Rebels who have been fighting for a month to end Gaddafi's
41 years in power advanced south from Benghazi towards the
strategic junction at Ajdabiyah, which they lost last week.
But in Misrata, east of Tripoli, residents said government
tanks and snipers had entered the centre of the city after a
base outside it had been hit by Western air strikes.
"Two people were killed so far today by snipers. They
(snipers) are still on the rooftops. They are backed with four
tanks, which have been patrolling the town. It's getting very
difficult for people to come out," one Misrata resident, called
Sami, told Reuters by telephone.
"There are also boats encircling the port and preventing aid
from reaching the town."
Abdelbasset, a spokesman for the rebels in Misrata, told
Reuters: "There is fighting between the rebels and Gaddafi's
forces. Their tanks are in the centre of Misrata ... There are
so many casualties we cannot count them."
French planes fired the first shots of the intervention on
Saturday, destroying tanks and armoured vehicles near Benghazi.
The eastern city is the cradle of the revolt, inspired by Arab
uprisings that toppled the leaders of Tunisia and Egypt.

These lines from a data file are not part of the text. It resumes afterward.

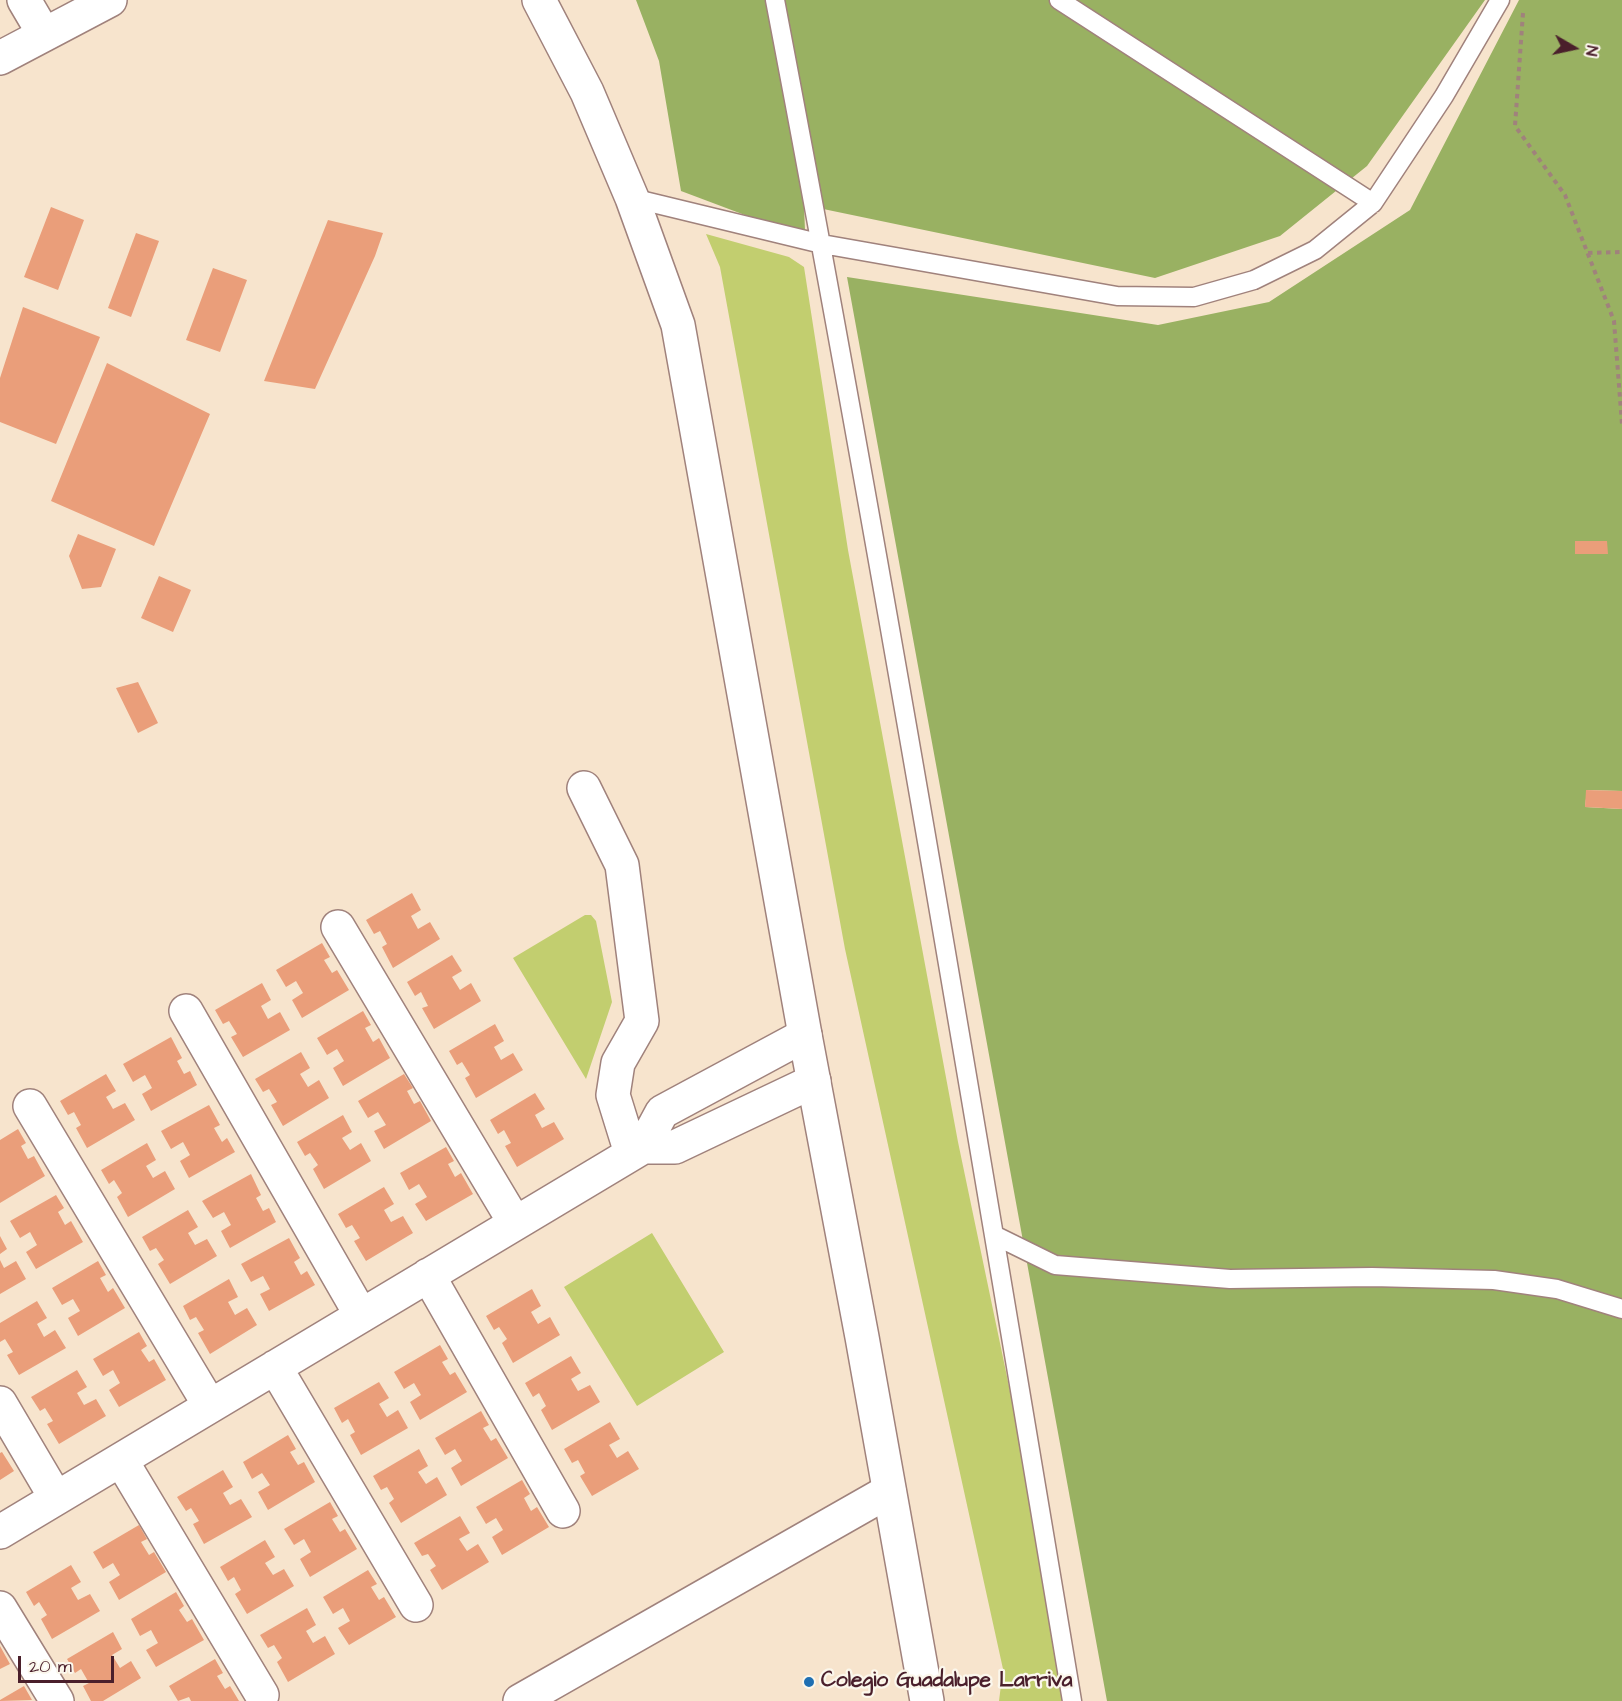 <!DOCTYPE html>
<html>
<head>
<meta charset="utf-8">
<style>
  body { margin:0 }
  #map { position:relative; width:1622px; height:1701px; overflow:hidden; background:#f7e4cd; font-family:"Architects Daughter",sans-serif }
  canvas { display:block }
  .north { position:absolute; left:1544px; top:18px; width:60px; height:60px; -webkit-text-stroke:4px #fbf7ec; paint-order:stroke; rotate:99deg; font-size:16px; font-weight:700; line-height:24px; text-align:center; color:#4a1f2b }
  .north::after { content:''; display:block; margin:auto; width:21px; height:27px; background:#4a1f2b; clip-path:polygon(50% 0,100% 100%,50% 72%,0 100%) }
  .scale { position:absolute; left:18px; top:1656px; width:96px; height:27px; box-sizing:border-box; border:3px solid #4a1f2b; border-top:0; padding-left:8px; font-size:18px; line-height:21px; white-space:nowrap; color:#4a1f2b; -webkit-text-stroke:4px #fbf7ec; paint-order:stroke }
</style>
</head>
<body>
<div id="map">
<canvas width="1622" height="1701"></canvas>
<div class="north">N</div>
<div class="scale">20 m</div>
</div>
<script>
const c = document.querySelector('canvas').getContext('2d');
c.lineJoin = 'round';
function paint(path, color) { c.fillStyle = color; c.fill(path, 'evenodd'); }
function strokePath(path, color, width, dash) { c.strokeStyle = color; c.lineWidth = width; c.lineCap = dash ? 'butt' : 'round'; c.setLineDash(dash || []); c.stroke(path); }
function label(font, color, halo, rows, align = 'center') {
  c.font = font + ' "Architects Daughter",sans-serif'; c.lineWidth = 4.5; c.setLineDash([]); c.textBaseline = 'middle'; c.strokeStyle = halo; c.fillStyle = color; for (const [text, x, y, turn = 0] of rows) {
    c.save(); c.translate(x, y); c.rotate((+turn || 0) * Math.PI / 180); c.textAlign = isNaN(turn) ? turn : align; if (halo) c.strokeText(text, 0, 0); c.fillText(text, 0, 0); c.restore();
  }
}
const green = new Path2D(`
  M 706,234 L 789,257 L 804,267 L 848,550 L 958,1142 L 1063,1645 L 1072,1701 L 999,1701 L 1003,1669 L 845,949 L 720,267 Z
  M 585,915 L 591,915 L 596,921 L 612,1002 L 586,1079 L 513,958 Z
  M 652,1233 L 724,1352 L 637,1406 L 564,1287 Z`);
const forest = new Path2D(`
  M 636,0 L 1485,0 L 1367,166 L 1280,236 L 1155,278 L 804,205 L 805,231 L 798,235 L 681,191 L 659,61 Z
  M 1519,0 L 1622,0 L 1622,791 L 1587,790 L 1585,807 L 1622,809 L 1622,1701 L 1107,1701 L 847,277 L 1158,325 L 1269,302 L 1410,210 ZM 1576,541 L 1607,541 L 1607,554 L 1575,554 Z`);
const building = new Path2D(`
  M 51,207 L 84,220 L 58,290 L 24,277 Z
  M 328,220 L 383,233 L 375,256 L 315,389 L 264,381 Z
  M 136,233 L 159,241 L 131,317 L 108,308 Z
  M 213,268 L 247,280 L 220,352 L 186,340 Z
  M 23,307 L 100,337 L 56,444 L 0,422 L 0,378 Z
  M 107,363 L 210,414 L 154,546 L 51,501 Z
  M 78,534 L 116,549 L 101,587 L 82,589 L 69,556 Z
  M 1575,541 L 1607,541 L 1608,554 L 1575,554 Z
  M 159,576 L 191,590 L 173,632 L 141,618 Z
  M 138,682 L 158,723 L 138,733 L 116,688 Z
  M 1586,790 L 1622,791 L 1622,809 L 1585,807 Z
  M 412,893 L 421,910 L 411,916 L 418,929 L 430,922 L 440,939 L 393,968 L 382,947 L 387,944 L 380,931 L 374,934 L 366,920 Z
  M 322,943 L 330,957 L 324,960 L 332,973 L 337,970 L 349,990 L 302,1018 L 292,1000 L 303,993 L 296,981 L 286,987 L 276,970 Z
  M 452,955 L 462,971 L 452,977 L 460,990 L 471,983 L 481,1001 L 434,1029 L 422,1008 L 428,1006 L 421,992 L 415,996 L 407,982 Z
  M 262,983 L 271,1000 L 261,1006 L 268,1019 L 280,1012 L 290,1030 L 243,1057 L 231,1037 L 237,1034 L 229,1021 L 223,1024 L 215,1010 Z
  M 363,1011 L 371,1025 L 365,1028 L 373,1042 L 379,1038 L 390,1058 L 343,1086 L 333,1068 L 344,1061 L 337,1049 L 327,1055 L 317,1038 Z
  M 495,1024 L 504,1041 L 494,1047 L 501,1060 L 513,1053 L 523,1070 L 476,1098 L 465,1078 L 470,1075 L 462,1062 L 457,1065 L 449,1051 Z
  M 171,1037 L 182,1058 L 177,1061 L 184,1074 L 190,1071 L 197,1085 L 151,1111 L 142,1094 L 152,1088 L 145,1075 L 133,1082 L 123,1064 Z
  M 301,1052 L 310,1068 L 300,1074 L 308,1087 L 319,1080 L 329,1098 L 283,1126 L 271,1105 L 277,1102 L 269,1089 L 263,1092 L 255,1079 Z
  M 106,1074 L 116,1091 L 106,1097 L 113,1109 L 125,1103 L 135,1120 L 87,1148 L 76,1128 L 81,1125 L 74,1112 L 68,1115 L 60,1101 Z
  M 404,1074 L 413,1088 L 407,1091 L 414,1104 L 420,1101 L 431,1121 L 384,1149 L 374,1131 L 386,1125 L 378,1112 L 368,1118 L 358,1101 Z
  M 535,1093 L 545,1109 L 535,1115 L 542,1128 L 554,1122 L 564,1139 L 517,1167 L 505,1146 L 511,1143 L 504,1130 L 498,1134 L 490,1120 Z
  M 209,1105 L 220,1125 L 214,1128 L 222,1142 L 227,1138 L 235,1152 L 189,1178 L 180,1161 L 190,1155 L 183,1142 L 171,1149 L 161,1131 Z
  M 343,1115 L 352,1132 L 342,1138 L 350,1150 L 361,1143 L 371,1161 L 324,1189 L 313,1169 L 318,1165 L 310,1153 L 305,1156 L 297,1142 Z
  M 18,1129 L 26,1143 L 21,1146 L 28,1159 L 34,1156 L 45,1176 L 0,1203 L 0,1140 Z
  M 147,1143 L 156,1160 L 146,1166 L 153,1178 L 165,1171 L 175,1189 L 128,1217 L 117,1197 L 122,1193 L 114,1180 L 109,1184 L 101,1170 Z
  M 446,1147 L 454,1161 L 448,1164 L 455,1177 L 461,1173 L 473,1194 L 426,1221 L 415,1204 L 427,1197 L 419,1184 L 409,1190 L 400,1173 Z
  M 251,1174 L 261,1195 L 256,1198 L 263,1211 L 269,1208 L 276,1222 L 230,1248 L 221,1231 L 231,1225 L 224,1212 L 213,1218 L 202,1201 Z
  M 384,1187 L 394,1204 L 384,1210 L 391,1222 L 403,1216 L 413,1233 L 366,1261 L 354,1241 L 360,1238 L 352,1225 L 346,1228 L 338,1214 Z
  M 56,1195 L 64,1208 L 58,1212 L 65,1225 L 71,1221 L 83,1242 L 36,1269 L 26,1252 L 37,1245 L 30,1232 L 20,1238 L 10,1221 Z
  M 188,1210 L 198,1227 L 188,1233 L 195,1245 L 207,1239 L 217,1256 L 170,1284 L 158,1264 L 164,1260 L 156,1248 L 150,1251 L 142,1237 Z
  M 0,1236 L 7,1249 L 0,1254 Z
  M 289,1238 L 300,1258 L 294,1262 L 301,1275 L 307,1271 L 315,1285 L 269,1311 L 260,1294 L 270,1289 L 263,1276 L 251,1282 L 241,1264 Z
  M 0,1260 L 4,1268 L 16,1261 L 26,1279 L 0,1294 Z
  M 98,1261 L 106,1275 L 100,1278 L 108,1292 L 113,1288 L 125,1308 L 78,1336 L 68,1318 L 80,1311 L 73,1299 L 62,1305 L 52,1288 Z
  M 229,1279 L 238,1297 L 228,1302 L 235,1315 L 247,1308 L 257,1325 L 210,1354 L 198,1333 L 204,1330 L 196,1317 L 190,1320 L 183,1306 Z
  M 532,1289 L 541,1306 L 531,1312 L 538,1324 L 550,1317 L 560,1335 L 513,1363 L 502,1343 L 507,1339 L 499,1327 L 494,1330 L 486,1316 Z
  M 37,1301 L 47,1318 L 37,1324 L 44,1337 L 55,1330 L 66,1348 L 19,1375 L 7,1355 L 13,1352 L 5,1339 L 0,1342 L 0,1323 Z
  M 139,1332 L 147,1346 L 141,1350 L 149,1362 L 154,1359 L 166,1380 L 119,1407 L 109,1390 L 120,1383 L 113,1370 L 103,1376 L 93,1359 Z
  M 440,1345 L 448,1359 L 442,1362 L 450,1375 L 455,1372 L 467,1392 L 420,1420 L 410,1402 L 421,1395 L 414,1383 L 404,1389 L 394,1372 Z
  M 571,1356 L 581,1373 L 571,1379 L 578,1391 L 590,1385 L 600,1402 L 552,1430 L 541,1410 L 546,1406 L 539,1393 L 533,1397 L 525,1383 Z
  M 77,1370 L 87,1387 L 77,1393 L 84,1405 L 96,1399 L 106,1416 L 59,1444 L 47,1424 L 53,1421 L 45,1408 L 40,1411 L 31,1397 Z
  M 379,1382 L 389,1398 L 379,1404 L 387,1417 L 398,1410 L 408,1428 L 361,1455 L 350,1435 L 355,1432 L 348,1419 L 342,1423 L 334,1408 Z
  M 481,1411 L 489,1425 L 483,1428 L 491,1441 L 496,1438 L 508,1458 L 461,1486 L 451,1468 L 462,1461 L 455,1449 L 445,1455 L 435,1438 Z
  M 610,1422 L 620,1439 L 609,1445 L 617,1458 L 628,1451 L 639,1469 L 592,1496 L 580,1476 L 585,1473 L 578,1460 L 572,1463 L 564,1449 Z
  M 288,1435 L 296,1449 L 290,1452 L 298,1465 L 304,1462 L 315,1482 L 268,1510 L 258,1492 L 270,1485 L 262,1473 L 252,1479 L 243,1462 Z
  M 419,1449 L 428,1466 L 418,1472 L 426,1484 L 437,1477 L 447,1495 L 401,1523 L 389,1503 L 394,1499 L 387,1487 L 381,1490 L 373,1476 Z
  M 2,1452 L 14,1471 L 0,1480 L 0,1453 Z
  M 223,1470 L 233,1487 L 223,1493 L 230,1505 L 241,1499 L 252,1517 L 204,1544 L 193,1524 L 199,1521 L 191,1508 L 186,1511 L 177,1497 Z
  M 522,1480 L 530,1494 L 524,1498 L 531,1511 L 537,1507 L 549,1527 L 502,1555 L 492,1537 L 503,1530 L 496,1518 L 486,1524 L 476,1507 Z
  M 330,1502 L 338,1516 L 332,1519 L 340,1532 L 345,1529 L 357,1549 L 310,1577 L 300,1559 L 311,1552 L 304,1539 L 294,1545 L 284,1529 Z
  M 460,1516 L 470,1533 L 459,1539 L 467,1551 L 478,1544 L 489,1562 L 442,1590 L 430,1570 L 436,1566 L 428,1554 L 422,1556 L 414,1543 Z
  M 139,1525 L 147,1539 L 141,1542 L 149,1555 L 154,1552 L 166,1572 L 119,1600 L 109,1582 L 120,1575 L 113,1563 L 103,1569 L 93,1552 Z
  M 265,1540 L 275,1557 L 265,1563 L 273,1575 L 284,1569 L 294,1586 L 247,1614 L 235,1594 L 241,1590 L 234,1577 L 228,1581 L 220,1567 Z
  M 71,1565 L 81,1582 L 71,1588 L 78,1600 L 90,1594 L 100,1611 L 52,1639 L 41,1619 L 47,1615 L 39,1602 L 34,1606 L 26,1592 Z
  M 368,1570 L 377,1584 L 371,1587 L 379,1600 L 384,1597 L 396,1617 L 349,1645 L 338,1628 L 350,1621 L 343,1608 L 333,1614 L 323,1597 Z
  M 176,1592 L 184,1606 L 179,1610 L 187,1622 L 192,1619 L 204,1640 L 156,1667 L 146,1650 L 158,1643 L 151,1630 L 140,1636 L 131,1619 Z
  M 307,1608 L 316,1625 L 306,1631 L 313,1643 L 325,1636 L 335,1654 L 288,1682 L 277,1662 L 282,1658 L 274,1645 L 268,1648 L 260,1635 Z
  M 113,1632 L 122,1649 L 112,1655 L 120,1668 L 131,1661 L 141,1678 L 103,1701 L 91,1701 L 83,1686 L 89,1683 L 81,1669 L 75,1673 L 67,1659 Z
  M 0,1646 L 10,1664 L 0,1669 Z
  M 215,1659 L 223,1673 L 217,1676 L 225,1689 L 230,1686 L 239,1701 L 191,1701 L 189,1697 L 178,1701 L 169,1686 Z
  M 24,1686 L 32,1700 L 0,1701 L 0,1700 Z`);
const path = new Path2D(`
  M 1523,13 L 1515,126 L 1565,195 L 1614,321 L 1622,424
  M 1588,253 L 1622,252`);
const service = new Path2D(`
  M 775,0 C 883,565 977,1133 1072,1701
  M 1059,0 L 1373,203
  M 632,198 L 822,244 L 1117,296 L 1194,297 L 1254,280 L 1315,250 L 1373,203 L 1444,96 L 1500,0
  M 994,1235 L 1055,1265 L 1230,1279 L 1372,1277 L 1494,1280 L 1557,1289 L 1622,1309`);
const minor = new Path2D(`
  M 24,0 L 44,34
  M 0,58 L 110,0
  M 584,788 L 622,865 L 642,1021 L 618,1063 L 613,1095 L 631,1153
  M 338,927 L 515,1223
  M 186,1011 L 361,1315
  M 30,1106 L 210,1406
  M 643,1147 L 675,1147 L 814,1081
  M 428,1275 L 563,1511
  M 275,1367 L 416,1605
  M 0,1403 L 56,1498
  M 121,1460 L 262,1695
  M 0,1532 L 643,1147 L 662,1112 L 805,1035
  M 0,1608 L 57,1701
  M 520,1701 L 889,1491`);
const tertiary = new Path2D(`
  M 539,0 L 587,92 L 632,198 L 678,325 L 805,1035 L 862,1337 L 927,1701`);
const markers = [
  [809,1682,6,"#1f6fb2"]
];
const poiNames = [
  ["Colegio Guadalupe Larriva",821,1682]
];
paint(green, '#c2ce6f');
paint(forest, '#99b162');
paint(building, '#ea9e7a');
strokePath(service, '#a0827c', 21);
strokePath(minor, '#a0827c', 36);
strokePath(tertiary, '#a0827c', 36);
strokePath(path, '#a0827c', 4, [4.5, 4.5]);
strokePath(service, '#fff', 18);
strokePath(minor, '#fff', 33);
strokePath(tertiary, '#fff', 33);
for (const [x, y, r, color] of markers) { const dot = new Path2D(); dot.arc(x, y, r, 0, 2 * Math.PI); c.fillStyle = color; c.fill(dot); strokePath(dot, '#fbf7ec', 2); }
label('bold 21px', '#4a1f2b', '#fbf7ec', poiNames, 'left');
</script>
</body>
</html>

France sent an aircraft carrier towards Libya and its planes
were over the country again on Sunday, defence officials said.
Britain said its planes had targeted Libya's air defences,
mainly around the capital Tripoli.
US and British warships and submarines launched 110
Tomahawk missiles overnight against air defences around Tripoli
and Misrata, U.S. military officials said.
They said US forces and planes were working with Britain,
France, Canada and Italy in operation "Odyssey Dawn". Four
Danish fighter planes took off from a base in Italy, apparently
to join the mission over Libya.
Aircraft from other countries, including Qatar, were also
approaching Libya to participate in the operation, Mullen said.